I agree.  There seems to be universal "resistance" or deception maybe be a
better term.  I did stint as a Lab Manager for a hospital lab in the Duke
Healthcare System.  Shortly after I arrived, we began having a personnel
shortage due to sickness.  I decided to pull out my "CS solution" for the
personnel shortage and began to offer it to people.  Several were "game" and
had almost miraculous responses.  One lady that was sick that I offered it
to looked at me as if I was from another planet. However, two wweks later
she was still sick.

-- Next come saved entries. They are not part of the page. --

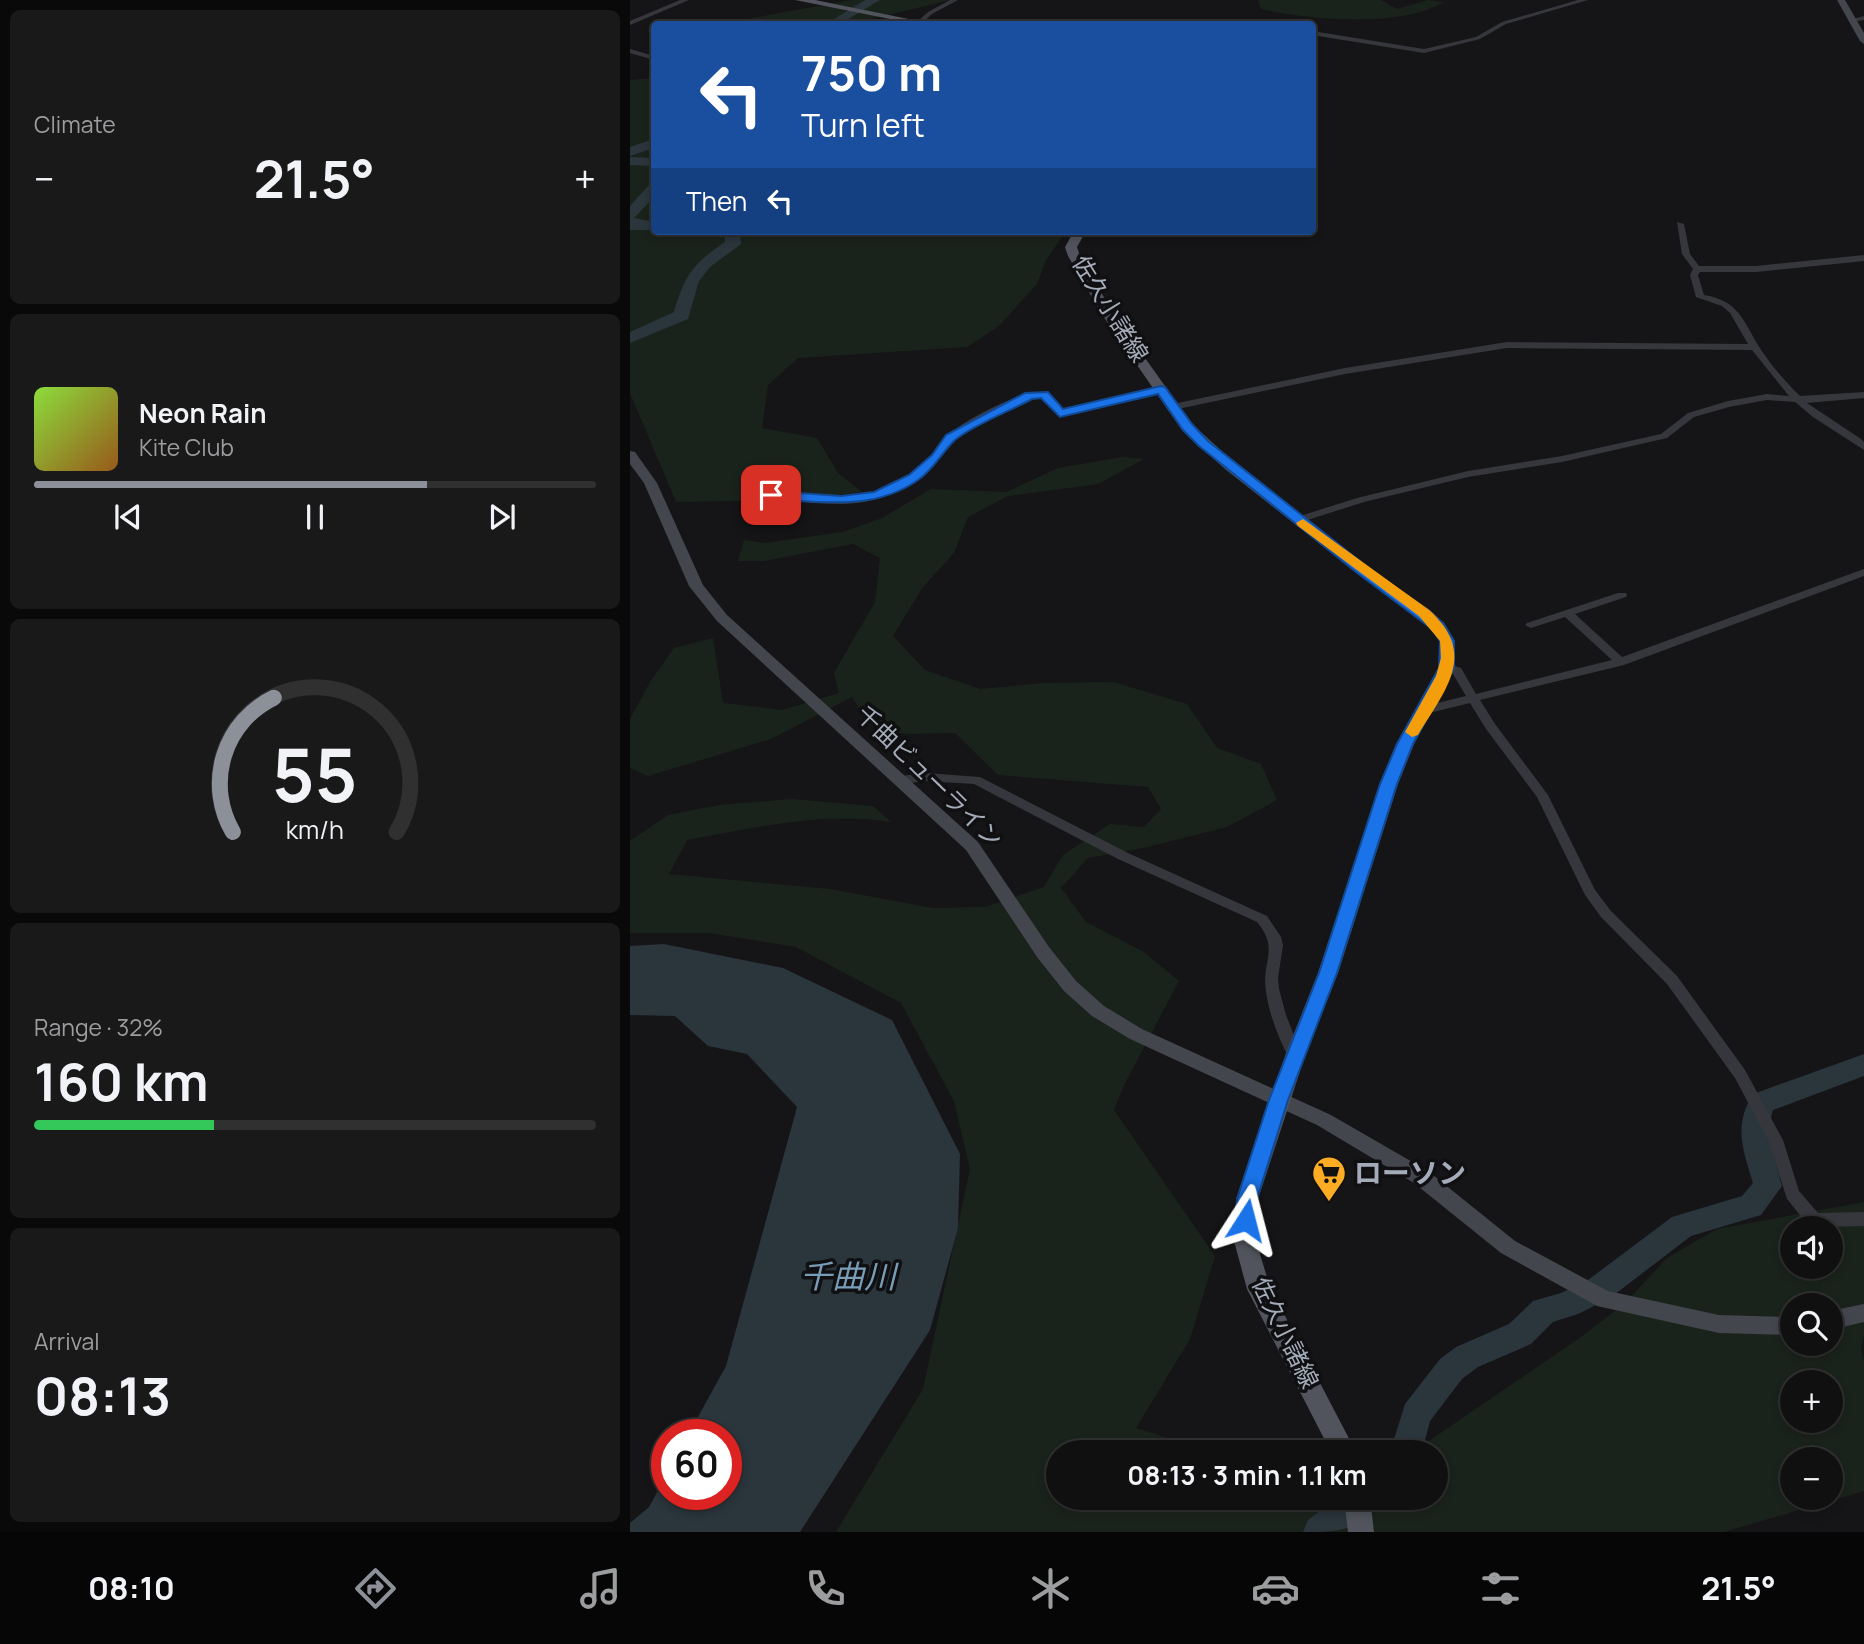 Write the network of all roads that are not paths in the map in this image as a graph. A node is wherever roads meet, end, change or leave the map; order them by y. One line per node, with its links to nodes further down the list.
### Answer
1 (686, 0): 6 (street)
2 (800, 0): 9 (main road)
3 (955, 0): 10 (street)
4 (1585, 0): 12 (street)
5 (1841, 0): 8 (street)
6 (674, 2): 11 (street)
7 (1864, 18): 8 (street)
8 (1852, 20): 13 (street)
9 (908, 21)
10 (926, 21)
11 (630, 23)
12 (1316, 34)
13 (1864, 41)
14 (630, 51): 15 (street)
15 (651, 57)
16 (1680, 224): 19 (street)
17 (1078, 235): 21 (main road, 佐久小諸線)
18 (1864, 258): 19 (street)
19 (1697, 269): 20 (street)
20 (1756, 347): 23 (street); 24 (street)
21 (1161, 389): 24 (main road, 佐久小諸線); 27 (street)
22 (1864, 395): 23 (street)
23 (1797, 398): 25 (street); 28 (street)
24 (1173, 407): 28 (main road, 佐久小諸線)
25 (1864, 447)
26 (630, 455): 37 (street, 千曲ビューライン)
27 (757, 496)
28 (1298, 520): 34 (main road, 佐久小諸線)
29 (1864, 572): 33 (street)
30 (1622, 595): 31 (street)
31 (1567, 613): 32 (street); 33 (street)
32 (1531, 625)
33 (1620, 662): 35 (street)
34 (1447, 668): 35 (street); 36 (main road, 佐久小諸線)
35 (1476, 699): 36 (street); 40 (street)
36 (1425, 710): 38 (main road, 佐久小諸線)
37 (901, 780): 38 (street); 39 (street, 千曲ビューライン)
38 (1295, 1056): 39 (main road, 佐久小諸線)
39 (1279, 1100): 43 (street, 千曲ビューライン); 44 (main road, 佐久小諸線)
40 (1864, 1219)
41 (1864, 1313): 42 (street)
42 (1843, 1318)
43 (1780, 1325)
44 (1338, 1440)
45 (1358, 1510): 46 (main road)
46 (1361, 1532) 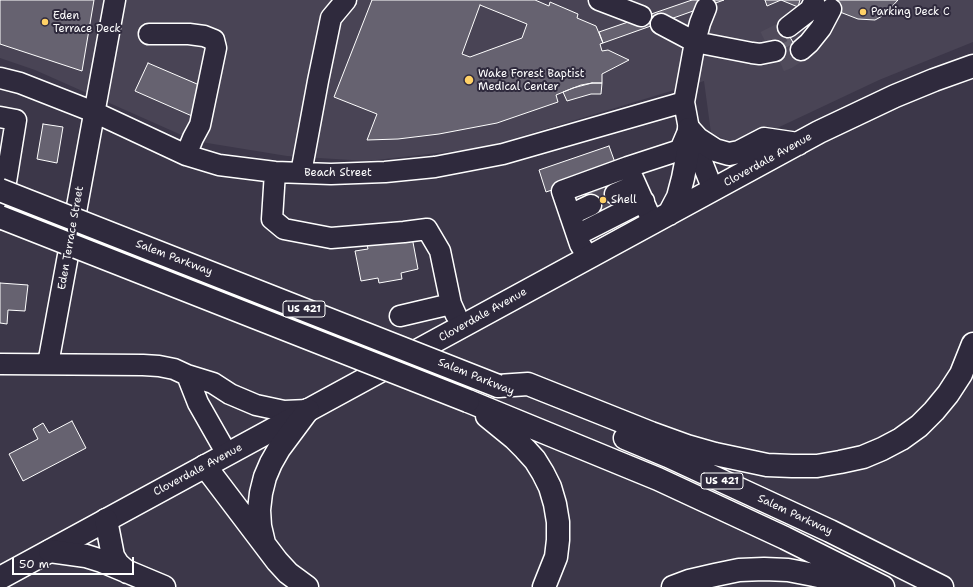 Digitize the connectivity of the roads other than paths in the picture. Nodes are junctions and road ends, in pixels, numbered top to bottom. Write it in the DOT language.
graph roads {
  1 [pos="115,0"];
  2 [pos="346,0"];
  3 [pos="599,0"];
  4 [pos="706,8"];
  5 [pos="328,9"];
  6 [pos="641,16"];
  7 [pos="661,24"];
  8 [pos="149,34"];
  9 [pos="795,38"];
  10 [pos="696,42"];
  11 [pos="774,51"];
  12 [pos="973,66"];
  13 [pos="0,78"];
  14 [pos="684,102"];
  15 [pos="94,112"];
  16 [pos="0,116"];
  17 [pos="689,128"];
  18 [pos="798,144"];
  19 [pos="186,155"];
  20 [pos="275,172"];
  21 [pos="301,173"];
  22 [pos="636,184"];
  23 [pos="713,190"];
  24 [pos="615,194"];
  25 [pos="1,204"];
  26 [pos="591,205"];
  27 [pos="76,214"];
  28 [pos="570,215"];
  29 [pos="661,218"];
  30 [pos="577,235"];
  31 [pos="588,258"];
  32 [pos="450,304"];
  33 [pos="400,316"];
  34 [pos="460,328"];
  35 [pos="973,344"];
  36 [pos="0,364"];
  37 [pos="48,364"];
  38 [pos="186,375"];
  39 [pos="498,386"];
  40 [pos="468,401"];
  41 [pos="308,410"];
  42 [pos="227,454"];
  43 [pos="205,466"];
  44 [pos="106,520"];
  45 [pos="265,546"];
  46 [pos="50,551"];
  47 [pos="127,572"];
  48 [pos="0,579"];
  49 [pos="5,587"];
  50 [pos="164,587"];
  51 [pos="308,587"];
  52 [pos="544,587"];
  53 [pos="673,587"];
  54 [pos="855,587"];
  55 [pos="883,587"];
  56 [pos="942,587"];
  1 -- 15 [label="street, Eden Terrace Street"];
  2 -- 5 [label="street"];
  3 -- 6 [label="street"];
  4 -- 10 [label="street"];
  5 -- 21 [label="street"];
  7 -- 10 [label="street"];
  8 -- 19 [label="street"];
  9 -- 9 [label="street"];
  10 -- 11 [label="street"];
  10 -- 14 [label="street"];
  12 -- 18 [label="main road, Cloverdale Avenue"];
  13 -- 15 [label="street, Beach Street"];
  14 -- 17 [label="street"];
  14 -- 21 [label="street, Beach Street"];
  15 -- 19 [label="street, Beach Street"];
  15 -- 27 [label="street, Eden Terrace Street"];
  16 -- 25 [label="street"];
  17 -- 18 [label="main road"];
  17 -- 22 [label="street"];
  17 -- 23 [label="street"];
  17 -- 29 [label="main road"];
  18 -- 23 [label="main road, Cloverdale Avenue"];
  19 -- 20 [label="street, Beach Street"];
  20 -- 21 [label="street, Beach Street"];
  20 -- 32 [label="street"];
  22 -- 24 [label="street"];
  22 -- 28 [label="street"];
  22 -- 29 [label="street"];
  22 -- 30 [label="street"];
  23 -- 29 [label="main road, Cloverdale Avenue"];
  25 -- 27 [label="street"];
  25 -- 39 [label="main road, Salem Parkway / US 421, bridge"];
  25 -- 40 [label="main road, US 421, bridge"];
  26 -- 28 [label="street"];
  27 -- 37 [label="street, Eden Terrace Street"];
  28 -- 30 [label="street"];
  29 -- 31 [label="main road, Cloverdale Avenue"];
  30 -- 31 [label="street"];
  31 -- 34 [label="main road, Cloverdale Avenue"];
  32 -- 33 [label="street"];
  32 -- 34 [label="street"];
  34 -- 41 [label="main road, Cloverdale Avenue"];
  35 -- 39 [label="main road"];
  36 -- 37 [label="street"];
  37 -- 38 [label="street"];
  38 -- 41 [label="street"];
  38 -- 42 [label="street"];
  39 -- 56 [label="main road, Salem Parkway / US 421"];
  40 -- 52 [label="main road"];
  40 -- 55 [label="main road, US 421"];
  41 -- 42 [label="main road, Cloverdale Avenue"];
  41 -- 45 [label="main road"];
  42 -- 43 [label="main road, Cloverdale Avenue"];
  43 -- 44 [label="main road, Cloverdale Avenue"];
  43 -- 45 [label="main road"];
  44 -- 46 [label="main road, Cloverdale Avenue"];
  44 -- 47 [label="main road"];
  45 -- 51 [label="main road"];
  46 -- 47 [label="main road"];
  46 -- 48 [label="main road, Cloverdale Avenue"];
  47 -- 50 [label="main road"];
  48 -- 49 [label="main road"];
  53 -- 54 [label="main road"];
} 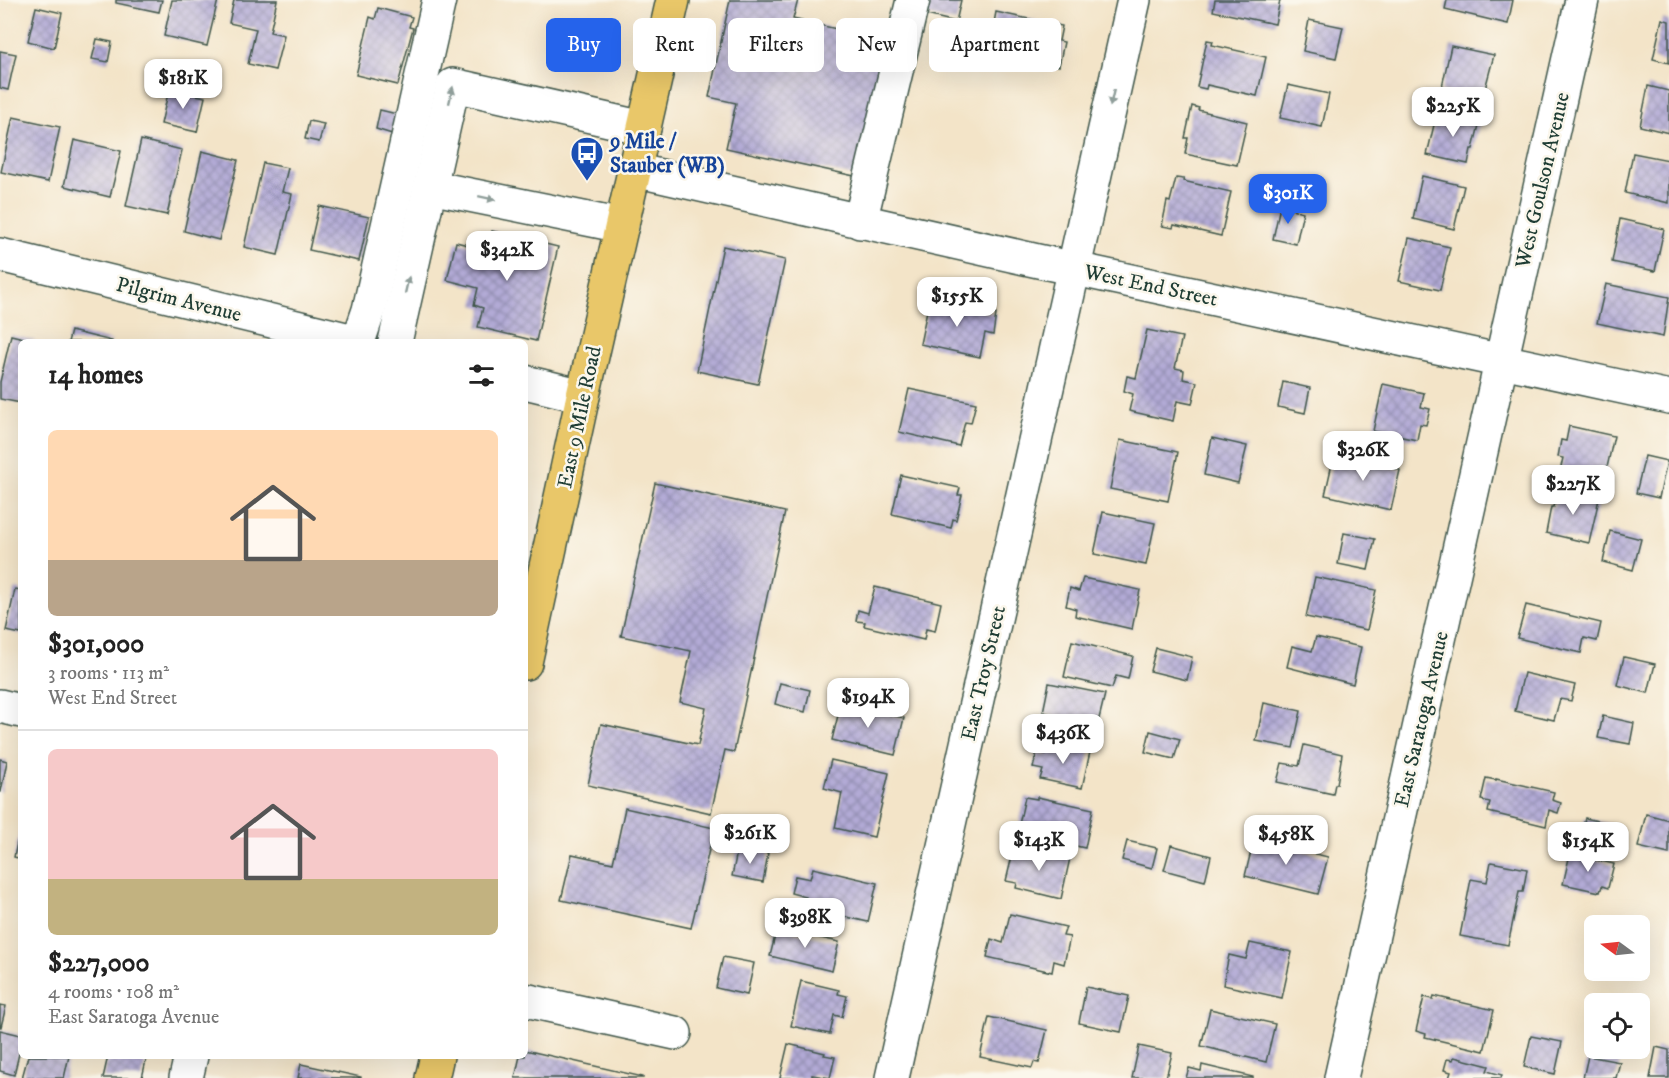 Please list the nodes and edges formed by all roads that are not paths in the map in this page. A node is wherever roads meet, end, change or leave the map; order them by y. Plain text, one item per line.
1 (439, 0) edge
2 (673, 0) edge
3 (913, 0) edge
4 (1134, 0) edge
5 (1582, 0) edge
6 (644, 128) junction
7 (634, 171) junction
8 (430, 187) junction
9 (860, 222) junction
10 (622, 226) junction
11 (0, 255) edge
12 (1074, 269) junction
13 (346, 339) edge
14 (359, 339) edge
15 (396, 339) edge
16 (1501, 360) junction
17 (528, 383) edge
18 (583, 396) junction
19 (1669, 397) edge
20 (528, 649) edge
21 (0, 706) edge
22 (18, 710) edge
23 (528, 1001) edge
24 (675, 1033) dead end
25 (190, 1059) edge
26 (436, 1059) edge
27 (186, 1078) edge
28 (432, 1078) edge
29 (892, 1078) edge
30 (1341, 1078) edge

1 - 14 street
2 - 6 main road, East 9 Mile Road
3 - 9 street
4 -> 12 street, East Troy Street
5 - 16 street, West Goulson Avenue
6 - 7 main road, East 9 Mile Road
8 -> 6 street
7 - 9 street, West End Street
7 - 10 main road, East 9 Mile Road
8 -> 10 street
15 -> 8 street
9 - 12 street, West End Street
10 - 18 main road, East 9 Mile Road
11 - 13 street, Pilgrim Avenue
12 - 16 street, West End Street
12 - 29 street, East Troy Street
16 - 19 street, West End Street
16 - 30 street, East Saratoga Avenue
17 - 18 street
18 - 20 main road, East 9 Mile Road
21 - 22 street
23 - 24 street
25 - 27 street
26 - 28 main road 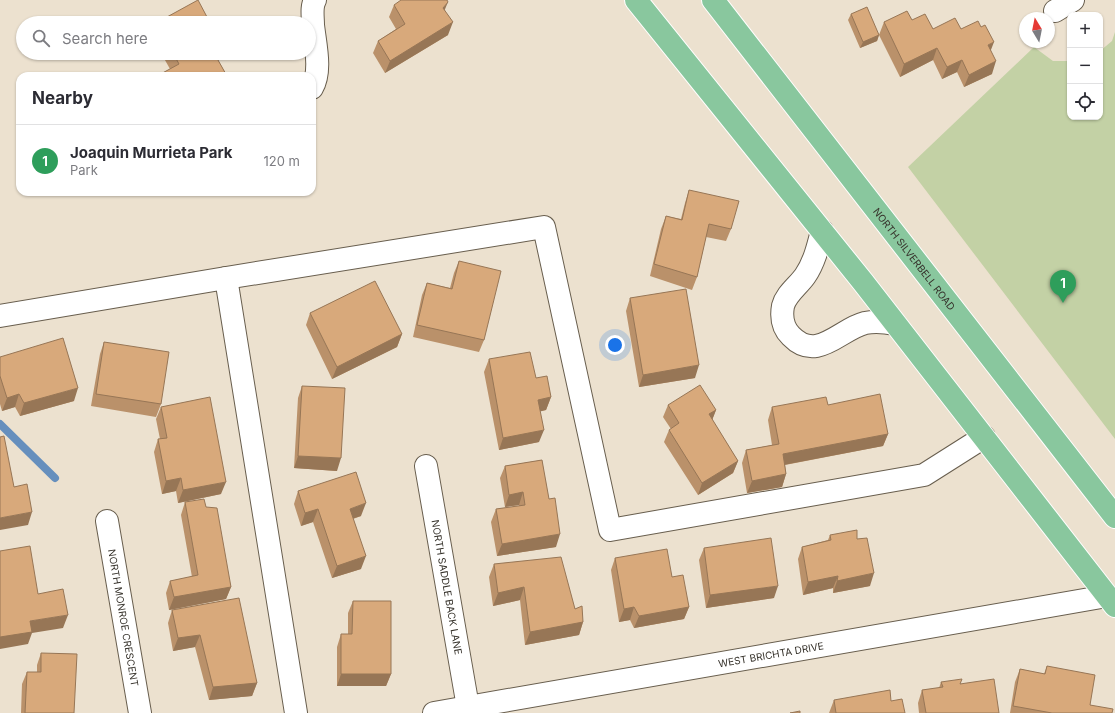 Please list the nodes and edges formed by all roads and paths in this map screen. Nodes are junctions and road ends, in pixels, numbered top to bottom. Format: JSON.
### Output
{"nodes":[{"id":1,"x":316,"y":0,"type":"edge"},
{"id":2,"x":636,"y":0,"type":"edge"},
{"id":3,"x":713,"y":0,"type":"edge"},
{"id":4,"x":312,"y":16,"type":"edge"},
{"id":5,"x":316,"y":49,"type":"edge"},
{"id":6,"x":316,"y":82,"type":"edge"},
{"id":7,"x":822,"y":231,"type":"junction"},
{"id":8,"x":226,"y":278,"type":"junction"},
{"id":9,"x":0,"y":316,"type":"edge"},
{"id":10,"x":895,"y":324,"type":"junction"},
{"id":11,"x":984,"y":437,"type":"junction"},
{"id":12,"x":426,"y":466,"type":"dead end"},
{"id":13,"x":1115,"y":517,"type":"edge"},
{"id":14,"x":107,"y":521,"type":"dead end"},
{"id":15,"x":1112,"y":598,"type":"edge"},
{"id":16,"x":468,"y":707,"type":"junction"},
{"id":17,"x":140,"y":713,"type":"edge"},
{"id":18,"x":296,"y":713,"type":"edge"},
{"id":19,"x":434,"y":713,"type":"edge"}],
"edges":[{"from":1,"to":4,"type":"street"},
{"from":2,"to":7,"type":"main road"},
{"from":3,"to":13,"type":"main road","name":"NORTH SILVERBELL ROAD"},
{"from":5,"to":6,"type":"street"},
{"from":7,"to":10,"type":"main road"},
{"from":7,"to":10,"type":"street"},
{"from":8,"to":9,"type":"street"},
{"from":8,"to":11,"type":"street"},
{"from":8,"to":18,"type":"street"},
{"from":10,"to":11,"type":"main road"},
{"from":11,"to":15,"type":"main road"},
{"from":12,"to":16,"type":"street","name":"NORTH SADDLE BACK LANE"},
{"from":14,"to":17,"type":"street","name":"NORTH MONROE CRESCENT"},
{"from":15,"to":16,"type":"street","name":"WEST BRICHTA DRIVE"},
{"from":16,"to":19,"type":"street","name":"WEST BRICHTA DRIVE"}]}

So I asked her IF she wanted to get well? (Remember she
was right in the middle of the Duke Healthcare System but nothing they tried
worked)  She said yes so I went and got her some.  She was well in two days
and singing the CS praises.  I think the "misery factor" opens people up to
it?

After that I began to have people show up at my door asking for "some of
that silver stuff".  When I left there were over 20 employees of the Duke
System that were using CS.  We even did some testing with CS in the Micro
Dept.  And it did great in MRSA (methicillin resistant staph aureaus).

SS

On Thu, Dec 3, 2009 at 7:29 AM, Richard Goodwin
<dickgoodwin2...@yahoo.com>wrote:

> One funny thing I have noticed is how difficult it is to convince anybody
> who doesn't already know about CS how amazing it is.
>
> Both of my groan, er, I mean, grown kids have worked at the New England
> Journal of Medicine, and they are "True Believers" in the AMA, FDA, and all
> things traditional western medicine.  And they steadfastly refuse to believe
> in anything else.  These are 30-somethings.  At the moment.  They totally
> scoff at the idea of CS, as if we are talking about voodoo or witchdoctors
> or something.
>
> Same reaction with people at work.  So now I just don't bother much.  I
> hear them coughing and sniffing, taking off sick, talking about the flu,
> getting their flu shots, getting colds, etc., and think how nice it is not
> to have to deal with any of that any more.  But even when they are sick,
> they don't want to hear about CS.
>
> Of course it doesn't help that the powers that are against it have websites
> that they pay to keep at the front of google searches, that put down CS and
> try to scare people away from it.  A friend of mine did a google search on
> it, and the first 3 or 4 items were quackwatch, some site from a university,
> the standard blue man and gray people pictures, etc.  It's no wonder people
> get turned off to it.  I looked into quackwatch, and found references to the
> guy who owns it having received awards from the FDA.  No surprises there.
> The university sites were AMA connected.  You have to pay to get your
> website up front on google like that, and I'll bet I know exactly who is
> paying in this case.
>
> Anyhow, interesting phenomenon, the resistance to learning about something
> new like this, or maybe it is just resistance to learning about anything
> that doesn't come from one's own doctor?